A study compared NADP, Disodium Salt and adenosine 5'-triphosphate (ATP) as potential inhibitory neurotransmitters in human and monkey colons. The researchers used various assays and measurements to evaluate the release of NADP, Disodium Salt, ATP, and their metabolites, as well as their effects on postjunctional responses and smooth muscle cells (SMCs). The findings indicate that NADP, Disodium Salt, unlike ATP, exhibited frequency-dependent release correlated with electrical field stimulation. Neurotoxins inhibited the overflow of NADP, Disodium Salt, suggesting its neuronal origin. Inhibitory junction potentials and responses to exogenous NADP, Disodium Salt, but not ATP, were blocked by specific P2Y receptor antagonists. Furthermore, NADP, Disodium Salt activated nonselective cation currents in SMCs, indicating its ability to modulate cellular activity. However, NADP, Disodium Salt failed to induce outward currents in SMCs, suggesting that SMCs may not be direct targets for inhibitory purine neurotransmitters. Overall, the study concludes that NADP, Disodium Salt better meets the criteria for a neurotransmitter than ATP in human and monkey colons. These findings suggest that NADP, Disodium Salt may play a role in the neural regulation of colonic motility. ²

Applications

NADP, Disodium Salt is a coenzyme involved in various cellular processes and has emerged as a key molecule in clinical applications. As an essential component of cellular metabolism, NADP, Disodium Salt plays a crucial role in energy production and redox reactions within cells.  In recent years, NADP, Disodium Salt has gained attention for its potential therapeutic applications.

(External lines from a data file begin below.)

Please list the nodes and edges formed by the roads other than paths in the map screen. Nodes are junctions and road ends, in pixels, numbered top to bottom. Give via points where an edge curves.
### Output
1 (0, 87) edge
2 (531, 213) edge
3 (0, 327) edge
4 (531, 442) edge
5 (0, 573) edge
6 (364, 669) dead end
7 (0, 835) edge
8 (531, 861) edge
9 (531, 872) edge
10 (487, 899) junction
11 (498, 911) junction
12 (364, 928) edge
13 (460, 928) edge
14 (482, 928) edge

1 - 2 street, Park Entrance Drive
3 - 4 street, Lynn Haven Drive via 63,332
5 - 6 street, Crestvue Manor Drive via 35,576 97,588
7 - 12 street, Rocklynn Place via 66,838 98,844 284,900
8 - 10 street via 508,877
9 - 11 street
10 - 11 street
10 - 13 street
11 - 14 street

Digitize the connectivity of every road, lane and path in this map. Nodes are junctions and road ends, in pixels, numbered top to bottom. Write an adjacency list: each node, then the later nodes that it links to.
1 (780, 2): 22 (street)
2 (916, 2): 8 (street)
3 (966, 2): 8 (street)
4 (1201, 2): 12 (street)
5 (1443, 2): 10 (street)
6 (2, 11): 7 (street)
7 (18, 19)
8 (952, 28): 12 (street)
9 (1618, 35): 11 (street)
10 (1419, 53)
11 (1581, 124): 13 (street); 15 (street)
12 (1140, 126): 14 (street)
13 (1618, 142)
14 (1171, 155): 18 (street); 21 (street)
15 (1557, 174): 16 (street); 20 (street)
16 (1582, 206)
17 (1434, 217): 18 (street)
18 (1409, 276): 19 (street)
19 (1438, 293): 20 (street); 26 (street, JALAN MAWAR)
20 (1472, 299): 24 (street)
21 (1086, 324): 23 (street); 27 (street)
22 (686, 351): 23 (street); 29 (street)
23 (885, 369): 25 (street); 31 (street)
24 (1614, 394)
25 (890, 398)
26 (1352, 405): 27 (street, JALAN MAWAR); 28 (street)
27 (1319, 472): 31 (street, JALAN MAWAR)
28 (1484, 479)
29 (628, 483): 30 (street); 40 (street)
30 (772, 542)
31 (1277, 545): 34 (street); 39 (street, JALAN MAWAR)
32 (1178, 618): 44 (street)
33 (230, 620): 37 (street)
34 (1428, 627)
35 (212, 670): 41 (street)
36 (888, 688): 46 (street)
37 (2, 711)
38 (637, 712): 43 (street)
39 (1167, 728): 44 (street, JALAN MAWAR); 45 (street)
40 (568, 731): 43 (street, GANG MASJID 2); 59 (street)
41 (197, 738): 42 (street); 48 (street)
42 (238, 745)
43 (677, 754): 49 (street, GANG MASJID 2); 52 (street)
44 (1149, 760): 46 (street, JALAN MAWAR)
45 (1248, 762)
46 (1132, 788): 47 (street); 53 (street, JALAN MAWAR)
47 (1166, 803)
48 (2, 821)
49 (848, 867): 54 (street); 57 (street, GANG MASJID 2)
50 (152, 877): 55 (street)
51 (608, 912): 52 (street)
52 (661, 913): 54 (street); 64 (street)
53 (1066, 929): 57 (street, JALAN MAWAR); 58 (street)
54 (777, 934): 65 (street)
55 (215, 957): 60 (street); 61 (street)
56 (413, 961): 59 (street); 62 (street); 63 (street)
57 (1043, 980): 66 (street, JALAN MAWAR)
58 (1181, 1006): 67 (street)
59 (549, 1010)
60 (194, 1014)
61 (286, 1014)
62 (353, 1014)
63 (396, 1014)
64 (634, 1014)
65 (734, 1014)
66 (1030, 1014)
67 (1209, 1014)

Studies have shown that increasing NADP, Disodium Salt levels can enhance mitochondrial function, improve cellular health, and promote longevity. This has led to investigations into the use of NADP, Disodium Salt supplementation in treating age-related diseases, neurodegenerative disorders, and metabolic disorders. Furthermore, NADP, Disodium Salt is also being explored for its potential role in cancer therapy. By targeting specific enzymes involved in NAD+ metabolism, researchers aim to manipulate cellular energy production and induce selective cell death in cancer cells. Overall, NADP, Disodium Salt holds promising clinical prospects, with ongoing research aimed at understanding its mechanisms of action and exploring its therapeutic potential in various disease contexts. ³

Reference

1. Barra L, Awakawa T, Shirai K, Hu Z, Bashiri G, Abe I. β-NAD as a building block in natural product biosynthesis. Nature. 2021 Dec;600(7890):754-758. 

2. Hwang SJ, Durnin L, Dwyer L, Rhee PL, Ward SM, Koh SD, Sanders KM, Mutafova-Yambolieva VN. β-nicotinamide adenine dinucleotide is an enteric inhibitory neurotransmitter in human and nonhuman primate colons. Gastroenterology. 2011 Feb;140(2):608-617. 

3. Deshpande DA, Guedes AGP, Lund FE, Subramanian S, Walseth TF, Kannan MS. CD38 in the pathogenesis of allergic airway disease: Potential therapeutic targets. Pharmacol Ther. 2017 Apr;172:116-126.